Cora, para além das características de seus versos, estimula esse tipo de apropriação, já que suas temáticas dialogam bem com certas bandeiras da atualidade. Quem milita no campo do feminismo costuma mencionar versos de Cora e, sobretudo, sua trajetória pessoal, marcada por rupturas com padrões, enfrentamento de preconceitos e uma visão mais libertária da vida. Blogs ligados aos direitos das mulheres têm em Cora Coralina uma referência, já que ela expressava suas experiências em poesia. Poucos autores são tão autobiográficos como a poeta goiana.

Um dos trechos mais citados é parte do poema Autobiografia, em que ela testemunha: “Sobrevivi, me recompondo aos bocados, à dura compressão dos rígidos preconceitos do passado. Preconceitos de classe, preconceitos de cor e de família. Preconceitos econômicos, férreos preconceitos sociais.” Vários estudos acadêmicos abordam essa ligação. No site de busca Google Acadêmico é possível encontrar artigos e estudos nesse sentido, feitos nas maiores universidades brasileiras, algo que já acontecia nas instituições goianas. Sua literatura é cada vez mais debatida e interpretada.

Mulheres fortes
Cora sempre disse que nascera em uma família de mulheres fortes que moldaram sua personalidade, já que a figura masculina da casa, o patriarca Francisco de Paula, morreu apenas um mês e meio após o nascimento de Ana Lins dos Guimarães Peixoto. Caçula na casa com quatro irmãs, Cora achava-se a mais feia das “quatro fulores” de Jacinta, sua mãe. “Três acham logo casamento, uma, não sei não, moça feia num casa fácil”, escreveu ela, reproduzindo comentários ouvidos na infância. Esses episódios colaram-se à sua lírica, compondo-a como elementos essenciais.
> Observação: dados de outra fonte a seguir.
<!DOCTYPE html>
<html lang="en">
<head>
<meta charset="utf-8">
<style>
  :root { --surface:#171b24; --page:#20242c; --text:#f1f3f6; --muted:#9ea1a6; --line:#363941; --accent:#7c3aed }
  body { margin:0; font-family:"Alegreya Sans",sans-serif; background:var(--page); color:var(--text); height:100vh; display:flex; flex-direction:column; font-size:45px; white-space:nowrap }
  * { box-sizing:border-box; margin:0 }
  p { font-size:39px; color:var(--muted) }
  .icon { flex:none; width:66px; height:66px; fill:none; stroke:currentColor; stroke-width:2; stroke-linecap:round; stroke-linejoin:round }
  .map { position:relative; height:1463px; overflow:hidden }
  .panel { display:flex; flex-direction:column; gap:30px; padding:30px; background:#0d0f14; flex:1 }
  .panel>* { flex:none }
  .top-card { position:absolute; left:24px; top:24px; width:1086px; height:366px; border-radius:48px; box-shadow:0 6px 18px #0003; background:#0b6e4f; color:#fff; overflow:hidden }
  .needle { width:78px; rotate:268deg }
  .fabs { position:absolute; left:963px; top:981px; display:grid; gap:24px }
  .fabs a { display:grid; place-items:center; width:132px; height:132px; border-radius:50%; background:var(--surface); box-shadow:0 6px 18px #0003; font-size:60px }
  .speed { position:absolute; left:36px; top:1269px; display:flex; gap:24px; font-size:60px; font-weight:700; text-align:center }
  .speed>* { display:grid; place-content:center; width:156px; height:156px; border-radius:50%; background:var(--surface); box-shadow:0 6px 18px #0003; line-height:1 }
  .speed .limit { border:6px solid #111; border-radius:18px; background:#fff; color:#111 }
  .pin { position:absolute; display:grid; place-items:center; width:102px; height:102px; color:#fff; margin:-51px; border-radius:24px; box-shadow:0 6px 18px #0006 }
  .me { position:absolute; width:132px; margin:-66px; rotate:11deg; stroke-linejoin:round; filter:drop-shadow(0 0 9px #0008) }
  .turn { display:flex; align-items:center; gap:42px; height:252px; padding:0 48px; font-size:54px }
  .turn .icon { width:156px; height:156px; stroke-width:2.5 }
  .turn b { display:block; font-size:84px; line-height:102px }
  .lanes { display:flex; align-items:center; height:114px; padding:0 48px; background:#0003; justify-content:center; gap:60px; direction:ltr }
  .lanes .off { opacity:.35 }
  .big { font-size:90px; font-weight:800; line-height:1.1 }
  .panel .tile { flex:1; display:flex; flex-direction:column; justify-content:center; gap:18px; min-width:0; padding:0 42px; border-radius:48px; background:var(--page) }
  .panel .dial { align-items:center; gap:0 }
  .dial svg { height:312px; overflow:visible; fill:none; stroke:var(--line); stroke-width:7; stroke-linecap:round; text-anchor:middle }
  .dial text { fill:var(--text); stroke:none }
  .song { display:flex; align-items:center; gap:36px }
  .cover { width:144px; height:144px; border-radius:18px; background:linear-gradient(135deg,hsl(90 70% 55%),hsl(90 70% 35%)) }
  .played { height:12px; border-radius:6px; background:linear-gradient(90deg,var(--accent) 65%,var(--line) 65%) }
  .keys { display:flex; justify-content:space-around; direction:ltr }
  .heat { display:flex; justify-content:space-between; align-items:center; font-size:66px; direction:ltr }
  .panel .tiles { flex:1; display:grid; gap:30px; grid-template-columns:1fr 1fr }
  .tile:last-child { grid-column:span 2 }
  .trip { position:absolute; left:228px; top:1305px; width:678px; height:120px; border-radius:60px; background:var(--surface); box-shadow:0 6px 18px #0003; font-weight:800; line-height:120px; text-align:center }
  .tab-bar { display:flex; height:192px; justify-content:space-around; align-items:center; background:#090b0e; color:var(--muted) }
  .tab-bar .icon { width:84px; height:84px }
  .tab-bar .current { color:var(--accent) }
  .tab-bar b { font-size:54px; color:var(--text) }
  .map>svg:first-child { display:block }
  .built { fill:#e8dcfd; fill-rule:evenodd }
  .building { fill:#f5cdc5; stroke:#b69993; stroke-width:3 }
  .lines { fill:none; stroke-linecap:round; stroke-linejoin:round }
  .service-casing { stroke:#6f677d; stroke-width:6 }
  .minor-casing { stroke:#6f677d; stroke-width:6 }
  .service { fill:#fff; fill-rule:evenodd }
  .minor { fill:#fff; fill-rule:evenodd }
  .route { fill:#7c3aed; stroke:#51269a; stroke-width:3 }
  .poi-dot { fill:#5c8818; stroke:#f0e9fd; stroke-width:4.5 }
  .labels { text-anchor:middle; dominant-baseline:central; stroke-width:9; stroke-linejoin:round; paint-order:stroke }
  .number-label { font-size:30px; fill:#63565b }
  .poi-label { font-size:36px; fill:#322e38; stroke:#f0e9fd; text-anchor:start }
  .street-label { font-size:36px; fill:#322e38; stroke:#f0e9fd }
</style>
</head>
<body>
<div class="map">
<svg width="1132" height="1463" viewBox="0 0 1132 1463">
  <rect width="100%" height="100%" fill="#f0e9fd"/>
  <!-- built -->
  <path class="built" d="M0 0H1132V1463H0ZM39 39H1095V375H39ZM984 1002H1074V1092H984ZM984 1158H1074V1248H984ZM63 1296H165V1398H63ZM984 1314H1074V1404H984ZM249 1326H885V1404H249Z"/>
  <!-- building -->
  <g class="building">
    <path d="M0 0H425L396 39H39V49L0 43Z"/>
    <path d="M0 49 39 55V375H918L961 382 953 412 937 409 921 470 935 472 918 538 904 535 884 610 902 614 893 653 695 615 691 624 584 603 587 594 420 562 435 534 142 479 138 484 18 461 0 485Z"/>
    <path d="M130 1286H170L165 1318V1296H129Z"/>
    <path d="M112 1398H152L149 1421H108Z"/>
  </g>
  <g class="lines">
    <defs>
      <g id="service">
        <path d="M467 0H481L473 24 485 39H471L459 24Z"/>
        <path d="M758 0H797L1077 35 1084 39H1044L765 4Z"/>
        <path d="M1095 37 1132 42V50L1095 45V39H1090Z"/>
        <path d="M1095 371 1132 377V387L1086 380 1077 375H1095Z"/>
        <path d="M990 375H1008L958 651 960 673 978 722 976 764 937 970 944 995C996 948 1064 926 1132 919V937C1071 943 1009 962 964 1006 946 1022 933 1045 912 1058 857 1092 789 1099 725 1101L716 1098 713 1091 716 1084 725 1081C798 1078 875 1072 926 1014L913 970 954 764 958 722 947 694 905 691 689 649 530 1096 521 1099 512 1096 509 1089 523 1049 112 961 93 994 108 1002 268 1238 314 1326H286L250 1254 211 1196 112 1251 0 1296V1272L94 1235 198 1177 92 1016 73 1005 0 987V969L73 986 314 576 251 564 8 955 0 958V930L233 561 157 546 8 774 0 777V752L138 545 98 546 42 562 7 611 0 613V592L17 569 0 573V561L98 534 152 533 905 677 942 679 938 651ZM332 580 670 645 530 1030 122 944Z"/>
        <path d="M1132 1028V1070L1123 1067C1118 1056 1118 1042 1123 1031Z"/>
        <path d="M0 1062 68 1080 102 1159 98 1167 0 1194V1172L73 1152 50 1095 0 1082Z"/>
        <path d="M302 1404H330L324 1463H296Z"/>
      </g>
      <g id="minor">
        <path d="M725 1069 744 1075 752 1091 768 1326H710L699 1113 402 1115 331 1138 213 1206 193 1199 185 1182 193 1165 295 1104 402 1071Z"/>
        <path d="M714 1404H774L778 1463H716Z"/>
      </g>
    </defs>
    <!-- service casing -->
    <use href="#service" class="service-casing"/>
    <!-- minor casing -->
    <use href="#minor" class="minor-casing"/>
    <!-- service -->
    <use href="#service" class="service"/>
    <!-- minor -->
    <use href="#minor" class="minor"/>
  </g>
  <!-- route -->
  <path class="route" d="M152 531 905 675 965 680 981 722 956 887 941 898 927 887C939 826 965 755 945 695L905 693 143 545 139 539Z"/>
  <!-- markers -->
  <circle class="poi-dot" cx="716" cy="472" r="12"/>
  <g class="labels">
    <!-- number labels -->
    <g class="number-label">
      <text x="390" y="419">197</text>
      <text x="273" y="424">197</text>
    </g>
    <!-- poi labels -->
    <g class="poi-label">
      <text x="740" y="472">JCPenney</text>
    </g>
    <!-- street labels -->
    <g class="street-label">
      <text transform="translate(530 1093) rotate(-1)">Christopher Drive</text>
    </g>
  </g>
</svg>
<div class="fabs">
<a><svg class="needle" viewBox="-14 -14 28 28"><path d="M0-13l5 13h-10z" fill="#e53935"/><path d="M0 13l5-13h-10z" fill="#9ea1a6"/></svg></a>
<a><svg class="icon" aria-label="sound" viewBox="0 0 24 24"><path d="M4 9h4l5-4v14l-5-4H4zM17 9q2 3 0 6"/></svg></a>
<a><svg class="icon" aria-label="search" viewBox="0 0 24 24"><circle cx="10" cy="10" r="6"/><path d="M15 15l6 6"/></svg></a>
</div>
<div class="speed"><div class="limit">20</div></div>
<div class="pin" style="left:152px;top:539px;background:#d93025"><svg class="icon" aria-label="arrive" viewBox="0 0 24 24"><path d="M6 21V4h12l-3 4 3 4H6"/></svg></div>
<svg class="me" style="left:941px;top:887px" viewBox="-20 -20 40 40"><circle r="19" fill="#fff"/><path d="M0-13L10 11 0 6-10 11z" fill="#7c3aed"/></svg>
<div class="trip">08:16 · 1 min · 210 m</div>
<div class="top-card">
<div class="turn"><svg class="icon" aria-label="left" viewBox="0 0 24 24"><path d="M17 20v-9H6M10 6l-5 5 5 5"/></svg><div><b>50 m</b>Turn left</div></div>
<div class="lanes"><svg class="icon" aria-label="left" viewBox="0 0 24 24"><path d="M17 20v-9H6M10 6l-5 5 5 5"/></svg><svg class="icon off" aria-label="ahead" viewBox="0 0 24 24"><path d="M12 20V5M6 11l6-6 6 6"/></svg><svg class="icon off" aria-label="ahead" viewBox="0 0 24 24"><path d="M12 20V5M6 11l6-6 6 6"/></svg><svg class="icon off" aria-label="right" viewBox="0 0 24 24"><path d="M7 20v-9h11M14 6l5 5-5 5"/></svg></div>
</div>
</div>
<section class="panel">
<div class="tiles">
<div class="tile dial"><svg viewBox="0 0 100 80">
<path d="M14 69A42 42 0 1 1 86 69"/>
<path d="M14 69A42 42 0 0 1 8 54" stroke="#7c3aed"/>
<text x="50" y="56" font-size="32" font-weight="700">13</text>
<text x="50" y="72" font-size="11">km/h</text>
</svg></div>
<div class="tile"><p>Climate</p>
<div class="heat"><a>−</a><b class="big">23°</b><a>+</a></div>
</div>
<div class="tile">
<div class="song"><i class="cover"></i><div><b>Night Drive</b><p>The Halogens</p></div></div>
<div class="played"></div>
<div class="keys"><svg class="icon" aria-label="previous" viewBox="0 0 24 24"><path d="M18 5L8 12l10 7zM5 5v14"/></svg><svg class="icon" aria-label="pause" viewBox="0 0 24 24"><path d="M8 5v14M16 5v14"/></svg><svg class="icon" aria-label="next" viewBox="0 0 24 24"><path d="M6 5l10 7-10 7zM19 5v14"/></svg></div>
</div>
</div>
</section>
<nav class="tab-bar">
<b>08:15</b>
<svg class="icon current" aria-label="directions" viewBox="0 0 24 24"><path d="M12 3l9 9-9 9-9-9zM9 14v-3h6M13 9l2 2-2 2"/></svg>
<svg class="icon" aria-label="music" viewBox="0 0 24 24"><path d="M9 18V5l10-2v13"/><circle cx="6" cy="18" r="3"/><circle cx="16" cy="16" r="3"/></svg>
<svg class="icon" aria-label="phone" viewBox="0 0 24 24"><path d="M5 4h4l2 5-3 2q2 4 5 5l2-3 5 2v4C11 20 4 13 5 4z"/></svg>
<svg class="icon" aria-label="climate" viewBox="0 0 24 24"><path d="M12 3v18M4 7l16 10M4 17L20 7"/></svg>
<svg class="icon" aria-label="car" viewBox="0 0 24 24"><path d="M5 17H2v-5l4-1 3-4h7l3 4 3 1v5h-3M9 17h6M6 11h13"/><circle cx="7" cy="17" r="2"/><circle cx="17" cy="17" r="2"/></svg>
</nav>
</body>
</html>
Sua vontade de inovar é aventada hoje como uma atitude de vanguarda. Cora expressava isso, contrária a certos tradicionalismos: “Todo o ranço do passado era presente. A brutalidade, a incompreensão, a ignorância, o carrancismo.” E ela sabia que vivia em um tempo que não lhe daria de bom grado a liberdade que desejava. “Tudo criei, imaginei e defendi nunca foi feito. E eu dizia como ouvia a moda de consolo: Nasci antes do tempo.” O tempo dela parece ser agora. “Aquela gente antiga explorava a minha bobice”, queixava-se.

Páginas em sua homenagem no Facebook contam com cerca de 400 mil curtidas. No Twitter, dezenas de perfis foram criados para divulgar os poemas da escritora. E isso sai do plano virtual e vai para a realidade. “A maior parte do turismo hoje na cidade de Goiás se deve ao Museu Casa de Cora”, afirma Marlene Velhasco, diretora da unidade, sediada no imóvel às margens do Rio Vermelho onde Cora passou sua infância, juventude e para a qual voltou para viver sua velhice. “Todo mundo quer vir aqui.” Até um novo café foi inaugurado no quintal para receber os visitantes.

Na entrada da antiga capital goiana, uma placa anuncia: “a cidade de Cora Coralina”. Mesmo sendo Patrimônio Cultural da Humanidade reconhecido pela Unesco, sede de prédios que contam boa parte da história do Estado, com belas igrejas, obras de arte de enorme valor, com manifestações culturais e religiosas nacionalmente famosas, é a poeta que o grande cartão de visitas do lugar. Um atrativo que seduz os amantes da literatura, mas também outros públicos, sobretudo os mais jovens. “Recebemos muitos estudantes”, comemora Marlene.

A abertura do chamado Caminho de Cora, uma trilha para turistas mais aventureiros e que leva a Goiás, oxigenou o público que vai à antiga Vila Boa interessado nos versos da escritora. “É um outro tipo de turista, mais jovem”. Jovens que também dominam as redes sociais, uma geração digital que possivelmente não tem um livro de Cora em casa, mas conhece seus versos lidos em smartphones. Dos perfis que propagam a obra da poeta, a maioria é de pessoas de gerações recentes, que, por diversos motivos, se identificam com a poeta. De fato, Aninha traz em si todas as idades.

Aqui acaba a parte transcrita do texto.